◆ **Stored data**
-- -- --
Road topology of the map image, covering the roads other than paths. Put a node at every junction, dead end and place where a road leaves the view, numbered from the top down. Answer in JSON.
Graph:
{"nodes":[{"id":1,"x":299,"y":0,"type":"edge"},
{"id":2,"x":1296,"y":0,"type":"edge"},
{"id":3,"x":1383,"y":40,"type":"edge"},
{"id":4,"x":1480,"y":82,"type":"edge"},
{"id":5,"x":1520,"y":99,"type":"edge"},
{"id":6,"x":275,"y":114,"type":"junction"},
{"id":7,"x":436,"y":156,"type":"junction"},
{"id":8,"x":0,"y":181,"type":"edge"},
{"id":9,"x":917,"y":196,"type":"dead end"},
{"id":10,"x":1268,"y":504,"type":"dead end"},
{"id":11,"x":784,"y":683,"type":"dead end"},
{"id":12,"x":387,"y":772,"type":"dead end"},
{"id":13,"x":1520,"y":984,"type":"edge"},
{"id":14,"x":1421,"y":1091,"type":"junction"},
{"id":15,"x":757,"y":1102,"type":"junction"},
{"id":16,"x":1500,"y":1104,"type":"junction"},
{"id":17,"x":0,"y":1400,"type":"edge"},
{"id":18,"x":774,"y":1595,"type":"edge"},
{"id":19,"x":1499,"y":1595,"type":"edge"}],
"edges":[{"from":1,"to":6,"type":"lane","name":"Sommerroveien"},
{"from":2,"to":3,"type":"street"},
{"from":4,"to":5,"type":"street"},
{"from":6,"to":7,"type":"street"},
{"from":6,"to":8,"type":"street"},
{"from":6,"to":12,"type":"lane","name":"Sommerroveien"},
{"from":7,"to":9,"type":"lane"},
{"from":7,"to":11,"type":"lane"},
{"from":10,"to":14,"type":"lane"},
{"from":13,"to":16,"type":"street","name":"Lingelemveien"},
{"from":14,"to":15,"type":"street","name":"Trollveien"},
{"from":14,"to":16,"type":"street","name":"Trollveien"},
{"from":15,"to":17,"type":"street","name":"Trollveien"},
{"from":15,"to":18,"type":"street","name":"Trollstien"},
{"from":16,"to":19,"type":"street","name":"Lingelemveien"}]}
-- -- --
Copy every line above exactly.

Road topology of the map image, covering the roads other than paths. Put a node at every junction, dead end and place where a road leaves the view, numbered from the top down. Answer in JSON.
Graph:
{"nodes":[{"id":1,"x":299,"y":0,"type":"edge"},
{"id":2,"x":1296,"y":0,"type":"edge"},
{"id":3,"x":1383,"y":40,"type":"edge"},
{"id":4,"x":1480,"y":82,"type":"edge"},
{"id":5,"x":1520,"y":99,"type":"edge"},
{"id":6,"x":275,"y":114,"type":"junction"},
{"id":7,"x":436,"y":156,"type":"junction"},
{"id":8,"x":0,"y":181,"type":"edge"},
{"id":9,"x":917,"y":196,"type":"dead end"},
{"id":10,"x":1268,"y":504,"type":"dead end"},
{"id":11,"x":784,"y":683,"type":"dead end"},
{"id":12,"x":387,"y":772,"type":"dead end"},
{"id":13,"x":1520,"y":984,"type":"edge"},
{"id":14,"x":1421,"y":1091,"type":"junction"},
{"id":15,"x":757,"y":1102,"type":"junction"},
{"id":16,"x":1500,"y":1104,"type":"junction"},
{"id":17,"x":0,"y":1400,"type":"edge"},
{"id":18,"x":774,"y":1595,"type":"edge"},
{"id":19,"x":1499,"y":1595,"type":"edge"}],
"edges":[{"from":1,"to":6,"type":"lane","name":"Sommerroveien"},
{"from":2,"to":3,"type":"street"},
{"from":4,"to":5,"type":"street"},
{"from":6,"to":7,"type":"street"},
{"from":6,"to":8,"type":"street"},
{"from":6,"to":12,"type":"lane","name":"Sommerroveien"},
{"from":7,"to":9,"type":"lane"},
{"from":7,"to":11,"type":"lane"},
{"from":10,"to":14,"type":"lane"},
{"from":13,"to":16,"type":"street","name":"Lingelemveien"},
{"from":14,"to":15,"type":"street","name":"Trollveien"},
{"from":14,"to":16,"type":"street","name":"Trollveien"},
{"from":15,"to":17,"type":"street","name":"Trollveien"},
{"from":15,"to":18,"type":"street","name":"Trollstien"},
{"from":16,"to":19,"type":"street","name":"Lingelemveien"}]}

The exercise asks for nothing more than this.